Я сейчас комментирую полную версию дневников Ольги Берггольц и вижу, как крики «виновен» сменяются ужасом, когда в круг арестованных попадают все более близкие, про которых она знает, что невиновны. И полное недоумение, когда берут ее. За что? Тогда этот вопрос еще задавали.

— В том числе своим знакомым энкаведешникам, которых было много у писателей.

— В тот момент дружба с энкаведешником — не позор. Это разного рода возможности — творческие поездки по стране, за границу, получение квартиры. Кроме того, чекисты воспринимались многими левыми писателями как своеобразный рыцарский орден, который занимается «дезинфекцией» общества, отдавая себя в жертву прекрасному социальному эксперименту. После НЭПа казалось, что все погрязли в быте, кроме них. И даже Надежда Мандельштам писала о том, что первое поколение чекистов, уничтоженное в 1937 году, имело слабость к литературе и обладало вполне утонченным вкусом. В свою очередь, поэты считали орденом и себя. Цветаева отдавала своего сына на попечение Асееву не как другу, а как поэту: поэт должен помогать поэту как член особого братства.

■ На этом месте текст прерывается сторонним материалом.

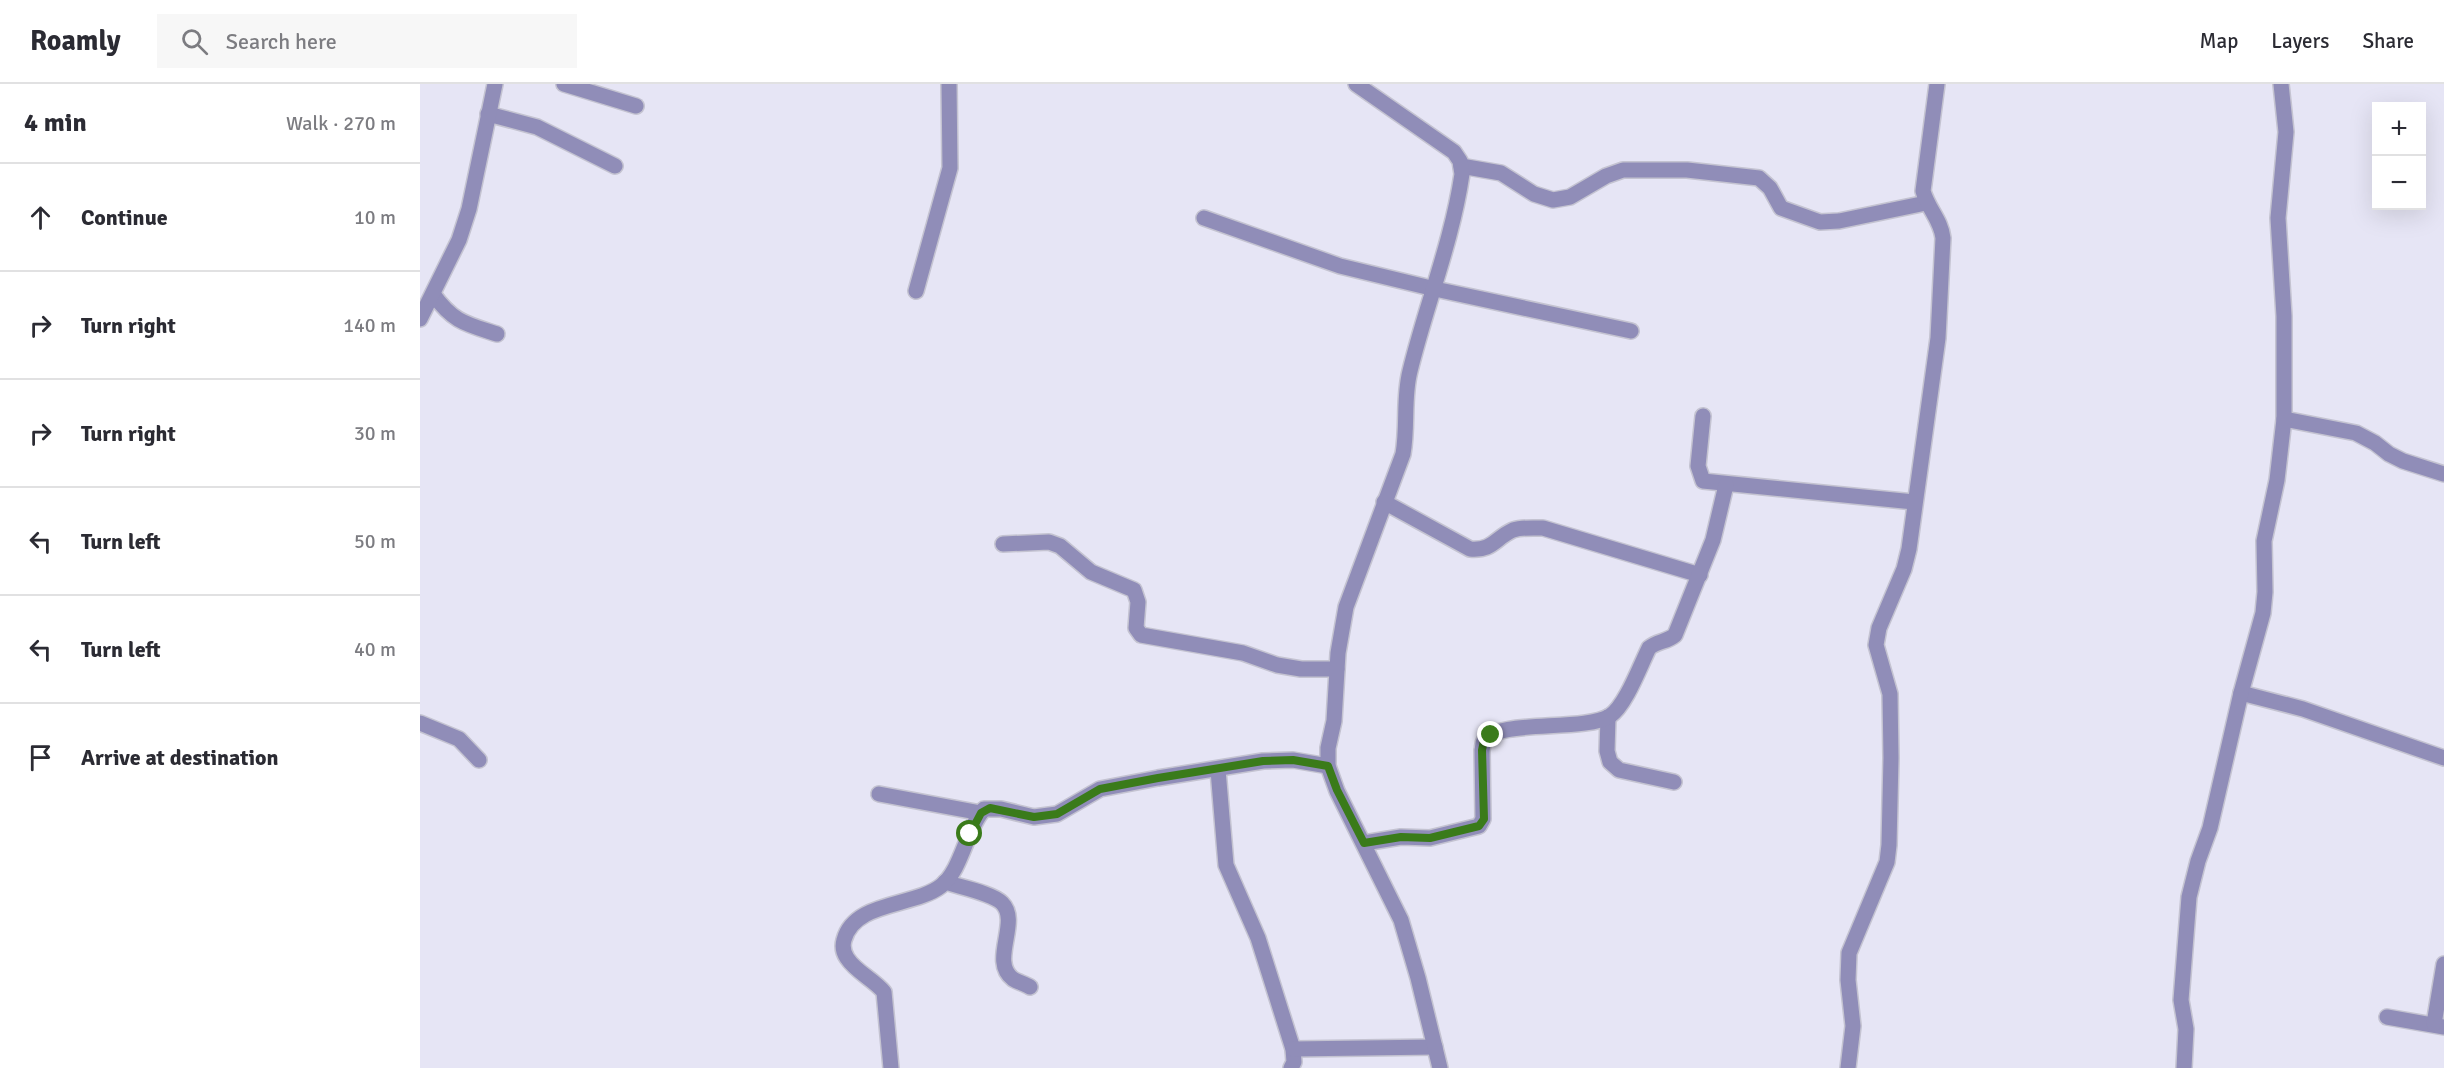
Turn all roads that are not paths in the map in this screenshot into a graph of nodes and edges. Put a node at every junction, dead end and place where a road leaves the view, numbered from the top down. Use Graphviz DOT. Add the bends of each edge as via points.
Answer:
graph roads {
  1 [pos="495,84"];
  2 [pos="564,84"];
  3 [pos="949,84"];
  4 [pos="1356,84"];
  5 [pos="1937,84"];
  6 [pos="2281,84"];
  7 [pos="599,89"];
  8 [pos="636,106"];
  9 [pos="488,114"];
  10 [pos="615,166"];
  11 [pos="1461,166"];
  12 [pos="1926,203"];
  13 [pos="1204,218"];
  14 [pos="1435,289"];
  15 [pos="916,291"];
  16 [pos="433,294"];
  17 [pos="420,319"];
  18 [pos="1631,331"];
  19 [pos="497,334"];
  20 [pos="1703,416"];
  21 [pos="2284,419"];
  22 [pos="2444,474"];
  23 [pos="1726,485"];
  24 [pos="1914,501"];
  25 [pos="1384,502"];
  26 [pos="1003,544"];
  27 [pos="1700,575"];
  28 [pos="1337,669"];
  29 [pos="2241,693"];
  30 [pos="1608,717"];
  31 [pos="420,723"];
  32 [pos="2444,758"];
  33 [pos="479,760"];
  34 [pos="1328,766"];
  35 [pos="1218,770"];
  36 [pos="1674,782"];
  37 [pos="879,794"];
  38 [pos="981,813"];
  39 [pos="1364,843"];
  40 [pos="945,882"];
  41 [pos="2444,964"];
  42 [pos="1030,987"];
  43 [pos="2387,1017"];
  44 [pos="2439,1025"];
  45 [pos="1434,1047"];
  46 [pos="1293,1049"];
  47 [pos="891,1068"];
  48 [pos="1291,1068"];
  49 [pos="1440,1068"];
  50 [pos="1848,1068"];
  51 [pos="2184,1068"];
  1 -- 9 [label="street"];
  2 -- 7 [label="street"];
  3 -- 15 [label="street" via="950,168"];
  4 -- 11 [label="street" via="1454,152"];
  5 -- 12 [label="street" via="1924,176"];
  6 -- 21 [label="street" via="2286,132 2278,218 2284,316"];
  7 -- 8 [label="street"];
  9 -- 10 [label="street" via="537,127"];
  9 -- 16 [label="street" via="470,209"];
  11 -- 12 [label="street" via="1501,173 1534,194 1553,200 1570,197 1623,170 1687,170 1759,178 1781,208 1820,222"];
  11 -- 14 [label="street" via="1460,190"];
  12 -- 24 [label="street" via="1942,226 1943,238 1938,338"];
  13 -- 14 [label="street" via="1340,266"];
  14 -- 18 [label="street"];
  14 -- 25 [label="street" via="1410,372 1407,434"];
  16 -- 17 [label="street"];
  16 -- 19 [label="street" via="459,321"];
  20 -- 23 [label="street" via="1699,473 1703,481"];
  21 -- 22 [label="street" via="2355,433 2403,461"];
  21 -- 29 [label="street" via="2264,541 2262,613"];
  23 -- 24 [label="street"];
  23 -- 27 [label="street"];
  24 -- 50 [label="street" via="1904,569 1879,628 1876,645 1890,694 1889,846 1887,862 1850,953 1848,980 1853,1026"];
  25 -- 27 [label="street" via="1470,549 1485,549 1513,530 1543,528"];
  25 -- 28 [label="street" via="1346,607"];
  26 -- 28 [label="street" via="1049,542 1060,546 1091,572 1134,590 1138,602 1136,628 1141,635 1243,653 1277,665"];
  27 -- 30 [label="street" via="1676,636 1649,648 1618,709"];
  28 -- 34 [label="street"];
  29 -- 32 [label="street" via="2303,709"];
  29 -- 51 [label="street" via="2210,828 2189,897 2181,1000 2186,1029"];
  30 -- 36 [label="street" via="1610,762 1619,770"];
  30 -- 39 [label="street" via="1582,725 1518,728 1491,735 1482,750 1484,819 1479,826 1430,838 1401,837"];
  31 -- 33 [label="street" via="459,739"];
  34 -- 35 [label="street" via="1293,760 1263,761"];
  34 -- 39 [label="street"];
  35 -- 38 [label="street" via="1100,789 1057,814 1034,817 990,808"];
  35 -- 46 [label="street" via="1226,866 1258,938"];
  37 -- 38 [label="street"];
  38 -- 40 [label="street"];
  39 -- 45 [label="street" via="1401,920"];
  40 -- 42 [label="street" via="1005,905 1009,913 1005,968 1012,978"];
  40 -- 47 [label="street" via="931,891 864,915 845,936 843,945 848,960 884,992"];
  41 -- 44 [label="street"];
  43 -- 44 [label="street"];
  45 -- 46 [label="street"];
  45 -- 49 [label="street"];
  46 -- 48 [label="street"];
}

— Как известно, Асеев не помог. Что парализовало дружеские чувства, которые были довольно крепкими в писательской среде?

— Яков Агранов писал, что их тактика сокрушения врага состояла в том, чтобы «столкнуть лбами всех этих негодяев и их перессорить». Они сделали все для того, чтобы интеллигенты подозревали в каждом своем товарище негласного осведомителя. А так как каждый интеллигент был потенциально подозреваемым, такой принцип работы — особенно в 30-е годы — был весьма успешен.

— И все равно остается загадкой, как, например, Бабель мог иметь дело с чекистами. Он не понимал, что это за люди, чем они занимаются?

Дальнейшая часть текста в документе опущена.